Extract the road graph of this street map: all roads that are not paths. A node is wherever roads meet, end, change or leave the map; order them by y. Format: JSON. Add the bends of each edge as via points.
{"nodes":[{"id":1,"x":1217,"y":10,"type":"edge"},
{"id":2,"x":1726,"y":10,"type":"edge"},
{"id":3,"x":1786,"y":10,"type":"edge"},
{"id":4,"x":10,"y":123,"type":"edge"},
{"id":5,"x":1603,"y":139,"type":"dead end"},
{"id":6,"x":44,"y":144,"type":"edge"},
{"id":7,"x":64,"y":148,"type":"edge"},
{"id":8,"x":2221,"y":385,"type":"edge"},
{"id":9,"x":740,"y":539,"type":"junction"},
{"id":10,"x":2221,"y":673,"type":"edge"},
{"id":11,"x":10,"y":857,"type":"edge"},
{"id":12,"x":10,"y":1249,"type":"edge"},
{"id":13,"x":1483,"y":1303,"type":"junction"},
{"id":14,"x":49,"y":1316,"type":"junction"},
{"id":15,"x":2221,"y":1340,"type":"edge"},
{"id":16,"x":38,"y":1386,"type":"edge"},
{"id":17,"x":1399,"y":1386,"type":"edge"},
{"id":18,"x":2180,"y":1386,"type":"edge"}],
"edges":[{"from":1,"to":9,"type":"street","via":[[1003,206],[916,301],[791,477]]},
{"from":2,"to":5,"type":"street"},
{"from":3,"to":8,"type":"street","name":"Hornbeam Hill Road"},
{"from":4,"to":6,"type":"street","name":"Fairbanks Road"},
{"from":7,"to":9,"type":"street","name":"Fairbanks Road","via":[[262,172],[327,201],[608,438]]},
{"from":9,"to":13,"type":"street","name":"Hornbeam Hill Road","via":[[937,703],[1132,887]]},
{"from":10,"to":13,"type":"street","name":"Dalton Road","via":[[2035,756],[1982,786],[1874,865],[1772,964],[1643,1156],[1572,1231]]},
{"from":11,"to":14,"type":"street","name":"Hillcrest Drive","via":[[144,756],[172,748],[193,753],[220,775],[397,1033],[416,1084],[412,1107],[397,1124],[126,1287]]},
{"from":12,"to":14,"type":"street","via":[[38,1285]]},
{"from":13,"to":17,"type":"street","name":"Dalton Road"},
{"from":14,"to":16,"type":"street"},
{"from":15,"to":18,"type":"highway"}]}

● ● ● ●

* _Exercise goal_
Return every line of the records in which the word "Fairbanks" is found.

* _Task result_
{"from":4,"to":6,"type":"street","name":"Fairbanks Road"},
{"from":7,"to":9,"type":"street","name":"Fairbanks Road","via":[[262,172],[327,201],[608,438]]},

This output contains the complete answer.